Mother Teresa to become a Saint

Pope Francis has signed off on the miracle needed to make Mother Teresa a saint, giving the nun who cared for the poor one of the Catholic Church’s highest honours just two decades after her death.

No date was set for the canonisation, but Italian media have speculated that the ceremony will take place in the first week of September – coinciding with the anniversary of her death, and taking place during Francis’ Holy Year of Mercy.

Mother Teresa of Calcutta, a Nobel Peace Prize winner, died on September 5 1997, aged 87.

At the time of her death, her Calcutta-based Missionaries of Charity order had nearly 4,000 nuns and ran roughly 600 orphanages, soup kitchens, homeless shelters and clinics around the world.

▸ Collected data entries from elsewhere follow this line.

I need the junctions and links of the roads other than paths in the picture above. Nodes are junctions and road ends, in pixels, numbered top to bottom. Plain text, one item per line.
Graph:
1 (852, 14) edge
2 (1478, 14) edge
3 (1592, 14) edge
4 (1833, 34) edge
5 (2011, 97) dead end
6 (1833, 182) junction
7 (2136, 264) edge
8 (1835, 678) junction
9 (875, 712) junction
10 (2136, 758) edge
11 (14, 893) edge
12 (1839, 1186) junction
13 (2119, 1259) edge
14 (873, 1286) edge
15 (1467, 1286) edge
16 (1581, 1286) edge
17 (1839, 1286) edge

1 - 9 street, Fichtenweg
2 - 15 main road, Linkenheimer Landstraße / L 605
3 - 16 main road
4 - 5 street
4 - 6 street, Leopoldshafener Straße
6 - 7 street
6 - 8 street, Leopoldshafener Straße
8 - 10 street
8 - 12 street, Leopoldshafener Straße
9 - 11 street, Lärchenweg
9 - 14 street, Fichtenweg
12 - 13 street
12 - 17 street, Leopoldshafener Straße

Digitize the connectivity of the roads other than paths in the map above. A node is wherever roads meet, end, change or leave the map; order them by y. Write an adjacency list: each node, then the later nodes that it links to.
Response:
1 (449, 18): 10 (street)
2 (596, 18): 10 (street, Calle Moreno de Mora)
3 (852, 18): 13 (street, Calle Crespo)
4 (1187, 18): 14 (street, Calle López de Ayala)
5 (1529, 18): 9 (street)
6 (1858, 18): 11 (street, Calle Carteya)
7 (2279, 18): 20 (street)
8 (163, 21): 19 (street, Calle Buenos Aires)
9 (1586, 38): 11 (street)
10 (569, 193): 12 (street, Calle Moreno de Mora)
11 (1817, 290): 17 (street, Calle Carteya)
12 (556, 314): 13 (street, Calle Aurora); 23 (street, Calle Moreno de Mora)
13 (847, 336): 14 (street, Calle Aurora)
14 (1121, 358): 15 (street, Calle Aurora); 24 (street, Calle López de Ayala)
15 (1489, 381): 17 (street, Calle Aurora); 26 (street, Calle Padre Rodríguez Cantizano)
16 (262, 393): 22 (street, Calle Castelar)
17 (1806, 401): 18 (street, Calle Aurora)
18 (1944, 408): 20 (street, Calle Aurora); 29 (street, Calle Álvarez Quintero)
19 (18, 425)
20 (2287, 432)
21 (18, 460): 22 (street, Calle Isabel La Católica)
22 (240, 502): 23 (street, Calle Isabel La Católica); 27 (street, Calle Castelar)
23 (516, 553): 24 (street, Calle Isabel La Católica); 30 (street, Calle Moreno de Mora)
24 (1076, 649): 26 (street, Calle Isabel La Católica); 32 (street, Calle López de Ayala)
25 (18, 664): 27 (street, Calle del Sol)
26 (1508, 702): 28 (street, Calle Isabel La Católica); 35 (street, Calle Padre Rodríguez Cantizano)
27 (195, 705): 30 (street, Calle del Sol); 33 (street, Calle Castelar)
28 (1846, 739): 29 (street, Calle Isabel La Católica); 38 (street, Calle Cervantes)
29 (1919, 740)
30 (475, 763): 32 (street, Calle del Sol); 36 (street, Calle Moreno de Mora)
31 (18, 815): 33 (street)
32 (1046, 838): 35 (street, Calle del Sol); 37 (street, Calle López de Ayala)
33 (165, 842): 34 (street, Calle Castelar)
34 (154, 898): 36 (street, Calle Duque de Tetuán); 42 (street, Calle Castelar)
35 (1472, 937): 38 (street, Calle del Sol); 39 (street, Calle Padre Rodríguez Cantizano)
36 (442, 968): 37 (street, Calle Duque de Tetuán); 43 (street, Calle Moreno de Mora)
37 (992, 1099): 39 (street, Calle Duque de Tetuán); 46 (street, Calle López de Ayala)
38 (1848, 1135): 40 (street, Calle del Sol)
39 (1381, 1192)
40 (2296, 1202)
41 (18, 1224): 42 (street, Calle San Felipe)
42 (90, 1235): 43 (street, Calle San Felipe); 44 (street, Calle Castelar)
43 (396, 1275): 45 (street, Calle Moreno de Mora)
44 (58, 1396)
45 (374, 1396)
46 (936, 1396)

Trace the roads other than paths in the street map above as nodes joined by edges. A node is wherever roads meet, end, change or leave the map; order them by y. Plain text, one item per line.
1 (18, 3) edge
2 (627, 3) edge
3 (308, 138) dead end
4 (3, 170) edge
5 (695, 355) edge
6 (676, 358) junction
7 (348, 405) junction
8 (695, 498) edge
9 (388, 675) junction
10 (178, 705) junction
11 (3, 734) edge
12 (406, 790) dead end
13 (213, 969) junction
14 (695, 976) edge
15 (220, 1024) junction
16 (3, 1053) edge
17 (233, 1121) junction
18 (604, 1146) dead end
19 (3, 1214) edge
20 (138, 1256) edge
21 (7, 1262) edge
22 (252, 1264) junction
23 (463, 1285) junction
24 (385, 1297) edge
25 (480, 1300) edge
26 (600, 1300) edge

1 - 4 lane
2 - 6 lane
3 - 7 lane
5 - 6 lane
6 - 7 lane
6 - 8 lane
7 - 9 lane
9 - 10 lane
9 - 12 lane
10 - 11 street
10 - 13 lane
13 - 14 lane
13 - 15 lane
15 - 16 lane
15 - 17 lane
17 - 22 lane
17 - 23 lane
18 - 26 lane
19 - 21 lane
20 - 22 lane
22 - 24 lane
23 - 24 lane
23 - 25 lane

Francis, whose papacy has been dedicated to ministering to the poor just as Mother Teresa did, is a known fan. During a September 2014 visit to Albania, Francis confided to his interpreter that he was not only impressed by her fortitude, but in some ways feared it.

Francis recounted that he had met Mother Teresa when they attended a 1994 bishop synod at the Vatican. At the time, he was Archbishop Jorge Mario Bergoglio.

“Bergoglio had Mother Teresa behind him, nearby, and he heard her intervene often with great strength, without letting herself in any way be intimidated by this assembly of bishops,” Vatican spokesman Rev Federico Lombardi later recounted.

“And from that he developed a great esteem for her, as a strong woman, a woman able to give courageous testimony.”

Mother Teresa, born in Macedonia as Agnes Gonxha Bojaxhiu in 1910, was beatified in 2003 in Rome after the Vatican said an Indian woman’s prayers to the nun rid her of an incurable tumour.

The miracle needed for her canonisation concerned the inexplicable cure in 2008 of a man in Brazil with multiple brain abscesses who, within a day of being in a coma, was cured, according to a report in Avvenire, the newspaper of the Italian bishops’ conference.

The Vatican ascertained that his wife’s prayers for Mother Teresa’s intercession were responsible, the report said.